5.
A man goes and sits in a cave, cut off from all human contact. He
imagines that he has attained perfect calm of mind. But let hi
leave the cave and go out to beg for his food. A mischievous little
boy rattles the bolt of a door, and is absorbed in contemplating the
noise it makes, but the yogi cannot bear the music that the innocent
child makes and enjoys. By living in a cave, he has made his mind so
weak that he cannot stand the slightest jolt. A
little rattling noise shatters his peace of mind. It is not good
that one's mind should be in such a weak state.
6. To sum up, karma is a very useful
thing to enable us to understand what our minds are like. When
defects come to light, we can get rid of them. If they are hidden
from sight, progress is obstructed and growth comes to an end. When
we act and discover our own defects, we are impelled to employ
vikarma to remove them. When this effort of vikarma goes on day and
night within, then we shall learn in due time how, while performing
svadharma, one can remain unattached, and get beyond kama and
krodha, (craving and anger), lobha and moha (greed and delusion).
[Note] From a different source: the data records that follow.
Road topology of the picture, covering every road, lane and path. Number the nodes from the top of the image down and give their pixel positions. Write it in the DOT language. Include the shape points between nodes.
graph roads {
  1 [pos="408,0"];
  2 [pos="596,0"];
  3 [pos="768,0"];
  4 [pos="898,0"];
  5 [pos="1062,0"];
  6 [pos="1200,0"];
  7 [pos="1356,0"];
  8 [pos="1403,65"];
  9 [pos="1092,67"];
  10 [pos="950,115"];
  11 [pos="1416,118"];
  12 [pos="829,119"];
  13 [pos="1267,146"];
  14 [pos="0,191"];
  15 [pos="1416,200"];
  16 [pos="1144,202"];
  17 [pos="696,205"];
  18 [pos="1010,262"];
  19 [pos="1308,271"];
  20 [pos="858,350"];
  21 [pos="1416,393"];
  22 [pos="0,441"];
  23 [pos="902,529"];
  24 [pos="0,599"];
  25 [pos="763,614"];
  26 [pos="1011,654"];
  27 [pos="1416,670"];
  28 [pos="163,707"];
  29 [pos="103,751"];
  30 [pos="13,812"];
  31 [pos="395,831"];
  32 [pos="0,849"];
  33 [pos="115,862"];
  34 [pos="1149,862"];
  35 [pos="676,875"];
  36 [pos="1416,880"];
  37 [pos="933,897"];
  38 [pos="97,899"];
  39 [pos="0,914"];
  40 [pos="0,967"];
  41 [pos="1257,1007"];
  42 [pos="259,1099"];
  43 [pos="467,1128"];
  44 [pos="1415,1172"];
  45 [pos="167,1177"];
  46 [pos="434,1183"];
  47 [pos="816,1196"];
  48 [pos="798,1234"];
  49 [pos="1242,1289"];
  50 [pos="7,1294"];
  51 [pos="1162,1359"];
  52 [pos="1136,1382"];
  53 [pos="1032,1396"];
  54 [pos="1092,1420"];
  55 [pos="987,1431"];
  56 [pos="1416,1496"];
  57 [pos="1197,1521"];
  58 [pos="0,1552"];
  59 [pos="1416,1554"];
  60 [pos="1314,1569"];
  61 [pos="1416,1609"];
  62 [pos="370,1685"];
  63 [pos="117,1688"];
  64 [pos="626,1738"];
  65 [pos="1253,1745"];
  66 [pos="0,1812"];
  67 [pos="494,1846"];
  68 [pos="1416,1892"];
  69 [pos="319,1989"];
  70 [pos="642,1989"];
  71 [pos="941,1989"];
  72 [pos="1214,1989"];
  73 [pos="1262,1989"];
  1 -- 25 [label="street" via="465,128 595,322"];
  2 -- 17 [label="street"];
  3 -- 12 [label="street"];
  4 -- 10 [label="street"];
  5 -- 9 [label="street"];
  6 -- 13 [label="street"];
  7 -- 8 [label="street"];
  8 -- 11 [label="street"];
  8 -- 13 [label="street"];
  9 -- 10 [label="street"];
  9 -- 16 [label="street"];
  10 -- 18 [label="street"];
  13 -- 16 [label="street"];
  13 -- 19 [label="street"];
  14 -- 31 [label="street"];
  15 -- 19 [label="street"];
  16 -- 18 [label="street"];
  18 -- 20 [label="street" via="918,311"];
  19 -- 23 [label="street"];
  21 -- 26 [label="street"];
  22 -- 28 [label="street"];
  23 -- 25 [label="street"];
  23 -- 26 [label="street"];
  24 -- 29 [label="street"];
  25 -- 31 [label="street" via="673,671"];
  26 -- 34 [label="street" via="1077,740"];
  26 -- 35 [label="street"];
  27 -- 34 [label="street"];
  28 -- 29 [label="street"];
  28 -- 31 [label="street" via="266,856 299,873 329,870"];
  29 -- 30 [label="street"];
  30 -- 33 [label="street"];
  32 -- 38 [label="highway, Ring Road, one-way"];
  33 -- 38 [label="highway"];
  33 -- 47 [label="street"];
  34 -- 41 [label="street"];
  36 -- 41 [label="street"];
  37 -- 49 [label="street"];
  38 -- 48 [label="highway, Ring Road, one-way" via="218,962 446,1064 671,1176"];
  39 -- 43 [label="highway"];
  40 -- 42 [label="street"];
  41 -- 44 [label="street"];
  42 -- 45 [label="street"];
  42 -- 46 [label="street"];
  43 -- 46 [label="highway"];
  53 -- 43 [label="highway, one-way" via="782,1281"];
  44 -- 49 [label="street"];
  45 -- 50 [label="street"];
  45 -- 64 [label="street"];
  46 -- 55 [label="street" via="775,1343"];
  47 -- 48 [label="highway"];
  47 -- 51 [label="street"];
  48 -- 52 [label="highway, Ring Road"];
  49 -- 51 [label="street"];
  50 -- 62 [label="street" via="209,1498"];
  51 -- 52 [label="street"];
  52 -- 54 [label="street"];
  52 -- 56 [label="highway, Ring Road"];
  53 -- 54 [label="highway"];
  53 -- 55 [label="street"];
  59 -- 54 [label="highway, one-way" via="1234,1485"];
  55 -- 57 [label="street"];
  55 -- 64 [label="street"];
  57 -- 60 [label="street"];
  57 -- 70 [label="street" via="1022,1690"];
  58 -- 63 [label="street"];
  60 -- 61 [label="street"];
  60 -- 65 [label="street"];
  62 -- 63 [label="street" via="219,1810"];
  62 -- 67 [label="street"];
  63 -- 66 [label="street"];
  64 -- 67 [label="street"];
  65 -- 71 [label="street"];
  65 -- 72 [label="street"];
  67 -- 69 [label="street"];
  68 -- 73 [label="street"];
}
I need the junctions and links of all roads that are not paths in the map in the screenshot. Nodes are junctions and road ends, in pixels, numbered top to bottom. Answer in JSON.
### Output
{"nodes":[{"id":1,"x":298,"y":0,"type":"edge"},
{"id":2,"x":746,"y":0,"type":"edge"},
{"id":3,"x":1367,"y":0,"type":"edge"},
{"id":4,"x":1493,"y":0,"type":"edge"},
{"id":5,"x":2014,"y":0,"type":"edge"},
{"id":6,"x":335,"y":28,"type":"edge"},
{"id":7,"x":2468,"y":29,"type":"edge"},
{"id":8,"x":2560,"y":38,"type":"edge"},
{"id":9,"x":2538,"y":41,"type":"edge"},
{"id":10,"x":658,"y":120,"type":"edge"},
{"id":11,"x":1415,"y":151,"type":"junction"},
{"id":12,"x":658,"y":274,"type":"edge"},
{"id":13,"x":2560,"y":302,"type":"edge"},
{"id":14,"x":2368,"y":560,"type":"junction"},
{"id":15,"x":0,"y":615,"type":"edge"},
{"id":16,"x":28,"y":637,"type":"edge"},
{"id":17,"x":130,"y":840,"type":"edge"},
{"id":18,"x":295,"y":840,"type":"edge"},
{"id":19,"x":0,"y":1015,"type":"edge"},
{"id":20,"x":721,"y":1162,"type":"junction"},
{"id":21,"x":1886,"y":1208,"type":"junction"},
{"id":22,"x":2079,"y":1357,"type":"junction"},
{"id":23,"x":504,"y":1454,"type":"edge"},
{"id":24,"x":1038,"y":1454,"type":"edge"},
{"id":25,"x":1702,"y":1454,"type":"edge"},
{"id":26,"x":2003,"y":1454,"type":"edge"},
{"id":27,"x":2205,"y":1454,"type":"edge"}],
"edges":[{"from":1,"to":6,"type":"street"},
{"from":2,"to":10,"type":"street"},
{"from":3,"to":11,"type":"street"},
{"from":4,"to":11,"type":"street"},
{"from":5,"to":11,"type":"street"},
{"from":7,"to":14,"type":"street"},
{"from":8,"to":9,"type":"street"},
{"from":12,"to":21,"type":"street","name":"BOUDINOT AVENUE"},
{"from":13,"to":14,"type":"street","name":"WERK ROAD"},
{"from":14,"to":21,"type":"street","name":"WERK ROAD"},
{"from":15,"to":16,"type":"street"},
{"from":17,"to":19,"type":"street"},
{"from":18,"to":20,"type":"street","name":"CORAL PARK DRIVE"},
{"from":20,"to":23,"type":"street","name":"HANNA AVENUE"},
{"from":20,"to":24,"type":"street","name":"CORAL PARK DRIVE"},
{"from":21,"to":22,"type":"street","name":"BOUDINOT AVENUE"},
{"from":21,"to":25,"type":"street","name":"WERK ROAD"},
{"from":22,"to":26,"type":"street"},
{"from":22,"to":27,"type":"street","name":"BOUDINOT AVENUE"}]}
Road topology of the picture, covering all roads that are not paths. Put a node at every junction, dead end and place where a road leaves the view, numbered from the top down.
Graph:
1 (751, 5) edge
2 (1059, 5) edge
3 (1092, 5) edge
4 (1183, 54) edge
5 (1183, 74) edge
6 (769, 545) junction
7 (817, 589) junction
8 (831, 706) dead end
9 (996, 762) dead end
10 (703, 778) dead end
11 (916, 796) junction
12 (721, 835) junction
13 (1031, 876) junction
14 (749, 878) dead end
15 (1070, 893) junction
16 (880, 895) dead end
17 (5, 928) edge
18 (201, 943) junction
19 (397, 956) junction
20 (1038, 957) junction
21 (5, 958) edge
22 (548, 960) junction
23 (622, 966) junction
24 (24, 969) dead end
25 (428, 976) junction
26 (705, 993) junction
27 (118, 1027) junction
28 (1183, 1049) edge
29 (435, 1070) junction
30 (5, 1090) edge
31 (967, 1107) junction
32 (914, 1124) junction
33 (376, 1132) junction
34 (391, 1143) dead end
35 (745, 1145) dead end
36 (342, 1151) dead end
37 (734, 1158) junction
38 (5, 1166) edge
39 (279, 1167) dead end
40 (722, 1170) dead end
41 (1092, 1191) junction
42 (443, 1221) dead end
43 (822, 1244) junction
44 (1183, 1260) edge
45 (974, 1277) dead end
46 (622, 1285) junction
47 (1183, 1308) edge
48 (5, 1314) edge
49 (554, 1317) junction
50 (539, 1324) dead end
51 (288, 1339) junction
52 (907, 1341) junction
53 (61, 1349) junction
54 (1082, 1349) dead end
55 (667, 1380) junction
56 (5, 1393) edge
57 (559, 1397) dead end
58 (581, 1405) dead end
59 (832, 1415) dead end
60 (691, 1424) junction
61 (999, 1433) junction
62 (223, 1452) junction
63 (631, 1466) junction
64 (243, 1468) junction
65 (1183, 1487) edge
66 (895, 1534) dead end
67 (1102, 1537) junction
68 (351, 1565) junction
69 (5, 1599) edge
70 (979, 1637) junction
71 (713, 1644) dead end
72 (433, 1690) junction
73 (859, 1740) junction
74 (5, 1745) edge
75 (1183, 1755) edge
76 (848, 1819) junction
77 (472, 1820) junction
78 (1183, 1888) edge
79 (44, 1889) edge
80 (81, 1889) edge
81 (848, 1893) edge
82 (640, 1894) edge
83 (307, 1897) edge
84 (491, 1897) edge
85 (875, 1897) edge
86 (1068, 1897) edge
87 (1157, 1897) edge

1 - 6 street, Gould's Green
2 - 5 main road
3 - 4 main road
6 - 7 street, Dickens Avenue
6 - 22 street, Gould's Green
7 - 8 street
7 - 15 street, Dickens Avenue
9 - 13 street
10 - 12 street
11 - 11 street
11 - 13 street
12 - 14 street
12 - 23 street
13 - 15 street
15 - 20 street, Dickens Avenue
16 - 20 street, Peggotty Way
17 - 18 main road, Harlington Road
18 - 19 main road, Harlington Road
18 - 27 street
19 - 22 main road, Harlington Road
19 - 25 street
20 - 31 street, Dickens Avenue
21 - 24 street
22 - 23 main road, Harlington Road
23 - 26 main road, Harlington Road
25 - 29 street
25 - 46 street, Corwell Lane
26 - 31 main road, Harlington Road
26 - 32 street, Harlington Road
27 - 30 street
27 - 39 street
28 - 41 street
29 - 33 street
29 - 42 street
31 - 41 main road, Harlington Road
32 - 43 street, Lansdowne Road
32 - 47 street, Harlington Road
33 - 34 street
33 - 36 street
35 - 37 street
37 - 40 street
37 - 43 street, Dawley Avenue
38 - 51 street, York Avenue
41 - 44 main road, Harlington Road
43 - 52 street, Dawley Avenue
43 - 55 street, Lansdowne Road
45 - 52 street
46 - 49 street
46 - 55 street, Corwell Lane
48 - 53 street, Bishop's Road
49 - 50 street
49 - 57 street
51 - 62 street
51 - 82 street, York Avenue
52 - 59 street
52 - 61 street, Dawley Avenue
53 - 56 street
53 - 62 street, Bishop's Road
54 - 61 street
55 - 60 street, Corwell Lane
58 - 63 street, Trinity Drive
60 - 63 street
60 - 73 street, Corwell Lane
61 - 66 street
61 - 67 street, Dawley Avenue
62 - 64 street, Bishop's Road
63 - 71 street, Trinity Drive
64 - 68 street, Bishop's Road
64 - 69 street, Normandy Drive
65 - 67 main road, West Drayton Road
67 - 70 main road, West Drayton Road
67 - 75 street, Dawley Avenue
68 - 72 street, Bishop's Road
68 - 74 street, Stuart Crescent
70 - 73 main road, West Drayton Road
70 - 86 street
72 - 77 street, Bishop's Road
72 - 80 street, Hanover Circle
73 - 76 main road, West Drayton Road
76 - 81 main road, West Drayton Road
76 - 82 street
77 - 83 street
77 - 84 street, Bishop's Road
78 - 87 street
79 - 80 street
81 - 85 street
If we endeavor constantly to keep
action free of impurity, then later, pure karma will go on of
itself. When once actions do not distort the mind, but take place
naturally, one after the other, we do not notice that they have
taken place at all. When karma becomes natural and normal (sahaja),
it becomes akarma. As we have seen in the Fourth Chapter, it is this
sahaja karma that we call akarma. How karma is transformed into
akarma, and how we can learn this art at the feet of the saints,
this too the Lord has taught at the end of the Fourth Chapter. Words
cannot describe this state of akarma.